Repeat the full listing below verbatim and keep the images out.
• • • •
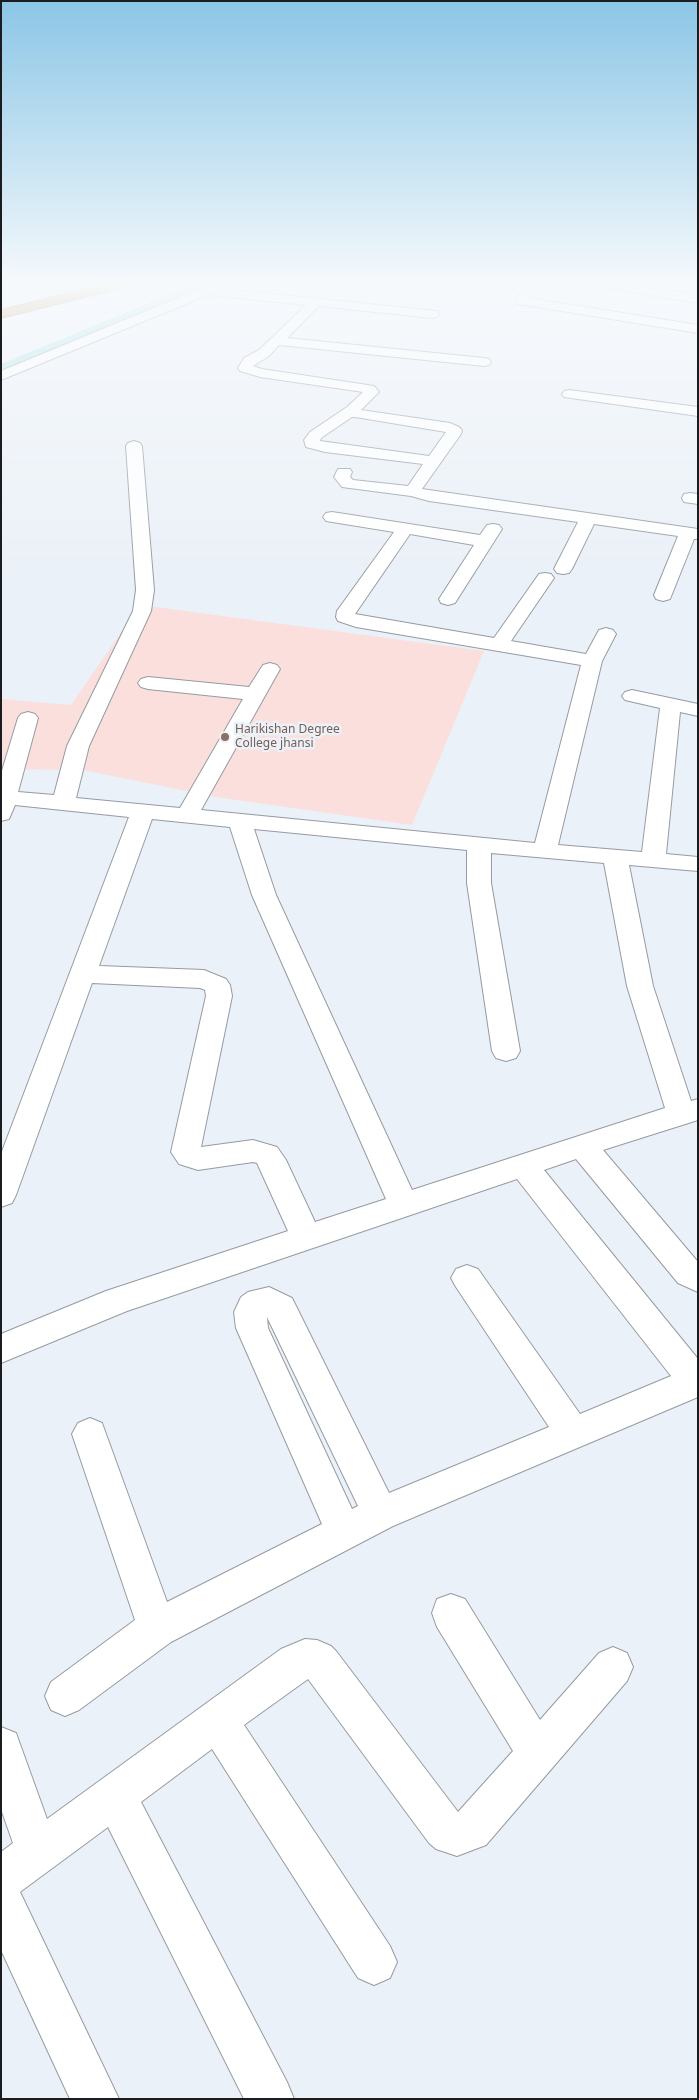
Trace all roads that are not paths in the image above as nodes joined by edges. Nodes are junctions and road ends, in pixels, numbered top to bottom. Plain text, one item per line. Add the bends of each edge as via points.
1 (321, 382) edge
2 (569, 394) dead end
3 (352, 410) junction
4 (698, 412) edge
5 (134, 446) dead end
6 (433, 461) junction
7 (344, 472) dead end
8 (412, 491) junction
9 (509, 507) junction
10 (332, 517) dead end
11 (589, 518) junction
12 (406, 528) junction
13 (693, 533) edge
14 (485, 541) junction
15 (563, 569) dead end
16 (545, 578) dead end
17 (663, 595) dead end
18 (448, 599) dead end
19 (606, 634) dead end
20 (500, 645) junction
21 (592, 661) junction
22 (270, 668) dead end
23 (148, 683) dead end
24 (256, 694) junction
25 (632, 696) dead end
26 (671, 704) junction
27 (698, 710) edge
28 (28, 718) dead end
29 (3, 803) edge
30 (64, 803) junction
31 (143, 811) junction
32 (187, 815) junction
33 (240, 820) junction
34 (479, 844) junction
35 (545, 851) junction
36 (615, 857) junction
37 (654, 860) junction
38 (698, 864) edge
39 (84, 974) junction
40 (506, 1051) dead end
41 (689, 1112) edge
42 (582, 1146) junction
43 (524, 1165) junction
44 (1, 1195) edge
45 (404, 1206) junction
46 (308, 1238) junction
47 (467, 1278) dead end
48 (698, 1279) edge
49 (1, 1349) edge
50 (697, 1381) edge
51 (573, 1433) junction
52 (90, 1434) dead end
53 (380, 1514) junction
54 (344, 1532) junction
55 (451, 1613) dead end
56 (157, 1628) junction
57 (613, 1668) dead end
58 (65, 1696) dead end
59 (217, 1721) junction
60 (1, 1748) edge
61 (538, 1754) junction
62 (115, 1796) junction
63 (38, 1853) junction
64 (1, 1880) edge
65 (1, 1900) edge
66 (374, 1962) dead end
67 (95, 2099) edge
68 (270, 2099) edge

1 - 3 street via 369,389 372,392
2 - 4 street
3 - 6 street via 367,416 454,430
3 - 6 street via 315,434 312,444
5 - 30 street via 145,590 142,611 78,746
6 - 8 street
7 - 8 street via 342,477 348,484
8 - 9 street
9 - 11 street
9 - 14 street
10 - 12 street
11 - 13 street
11 - 15 street
12 - 14 street
12 - 20 street via 346,611 345,617
13 - 17 street
14 - 18 street
16 - 20 street
19 - 21 street
20 - 21 street
21 - 35 street
22 - 24 street
23 - 24 street
24 - 32 street
25 - 26 street
26 - 27 street
26 - 37 street
28 - 29 street
29 - 30 street
30 - 31 street
31 - 32 street
31 - 39 street
32 - 33 street
33 - 34 street
33 - 45 street via 264,895
34 - 35 street
34 - 40 street via 479,884
35 - 36 street
36 - 37 street
36 - 41 street via 640,986
37 - 38 street
39 - 44 street
39 - 46 street via 204,979 217,985 219,996 186,1152 198,1159 253,1150 268,1155
41 - 42 street
42 - 43 street
42 - 48 street via 682,1266
43 - 45 street
43 - 50 street
45 - 46 street
46 - 49 street via 117,1300
47 - 51 street
50 - 51 street
51 - 53 street
52 - 56 street
53 - 54 street
53 - 54 street via 280,1308 269,1300 259,1302 250,1312 252,1328
54 - 56 street
55 - 61 street
56 - 58 street
57 - 61 street
59 - 61 street via 295,1663 305,1659 317,1660 444,1828 457,1835 471,1830
59 - 62 street
59 - 66 street
60 - 63 street
62 - 63 street
62 - 68 street
63 - 64 street
65 - 67 street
• • • •
Your response>
Trace all roads that are not paths in the image above as nodes joined by edges. Nodes are junctions and road ends, in pixels, numbered top to bottom. Plain text, one item per line. Add the bends of each edge as via points.
1 (321, 382) edge
2 (569, 394) dead end
3 (352, 410) junction
4 (698, 412) edge
5 (134, 446) dead end
6 (433, 461) junction
7 (344, 472) dead end
8 (412, 491) junction
9 (509, 507) junction
10 (332, 517) dead end
11 (589, 518) junction
12 (406, 528) junction
13 (693, 533) edge
14 (485, 541) junction
15 (563, 569) dead end
16 (545, 578) dead end
17 (663, 595) dead end
18 (448, 599) dead end
19 (606, 634) dead end
20 (500, 645) junction
21 (592, 661) junction
22 (270, 668) dead end
23 (148, 683) dead end
24 (256, 694) junction
25 (632, 696) dead end
26 (671, 704) junction
27 (698, 710) edge
28 (28, 718) dead end
29 (3, 803) edge
30 (64, 803) junction
31 (143, 811) junction
32 (187, 815) junction
33 (240, 820) junction
34 (479, 844) junction
35 (545, 851) junction
36 (615, 857) junction
37 (654, 860) junction
38 (698, 864) edge
39 (84, 974) junction
40 (506, 1051) dead end
41 (689, 1112) edge
42 (582, 1146) junction
43 (524, 1165) junction
44 (1, 1195) edge
45 (404, 1206) junction
46 (308, 1238) junction
47 (467, 1278) dead end
48 (698, 1279) edge
49 (1, 1349) edge
50 (697, 1381) edge
51 (573, 1433) junction
52 (90, 1434) dead end
53 (380, 1514) junction
54 (344, 1532) junction
55 (451, 1613) dead end
56 (157, 1628) junction
57 (613, 1668) dead end
58 (65, 1696) dead end
59 (217, 1721) junction
60 (1, 1748) edge
61 (538, 1754) junction
62 (115, 1796) junction
63 (38, 1853) junction
64 (1, 1880) edge
65 (1, 1900) edge
66 (374, 1962) dead end
67 (95, 2099) edge
68 (270, 2099) edge

1 - 3 street via 369,389 372,392
2 - 4 street
3 - 6 street via 367,416 454,430
3 - 6 street via 315,434 312,444
5 - 30 street via 145,590 142,611 78,746
6 - 8 street
7 - 8 street via 342,477 348,484
8 - 9 street
9 - 11 street
9 - 14 street
10 - 12 street
11 - 13 street
11 - 15 street
12 - 14 street
12 - 20 street via 346,611 345,617
13 - 17 street
14 - 18 street
16 - 20 street
19 - 21 street
20 - 21 street
21 - 35 street
22 - 24 street
23 - 24 street
24 - 32 street
25 - 26 street
26 - 27 street
26 - 37 street
28 - 29 street
29 - 30 street
30 - 31 street
31 - 32 street
31 - 39 street
32 - 33 street
33 - 34 street
33 - 45 street via 264,895
34 - 35 street
34 - 40 street via 479,884
35 - 36 street
36 - 37 street
36 - 41 street via 640,986
37 - 38 street
39 - 44 street
39 - 46 street via 204,979 217,985 219,996 186,1152 198,1159 253,1150 268,1155
41 - 42 street
42 - 43 street
42 - 48 street via 682,1266
43 - 45 street
43 - 50 street
45 - 46 street
46 - 49 street via 117,1300
47 - 51 street
50 - 51 street
51 - 53 street
52 - 56 street
53 - 54 street
53 - 54 street via 280,1308 269,1300 259,1302 250,1312 252,1328
54 - 56 street
55 - 61 street
56 - 58 street
57 - 61 street
59 - 61 street via 295,1663 305,1659 317,1660 444,1828 457,1835 471,1830
59 - 62 street
59 - 66 street
60 - 63 street
62 - 63 street
62 - 68 street
63 - 64 street
65 - 67 street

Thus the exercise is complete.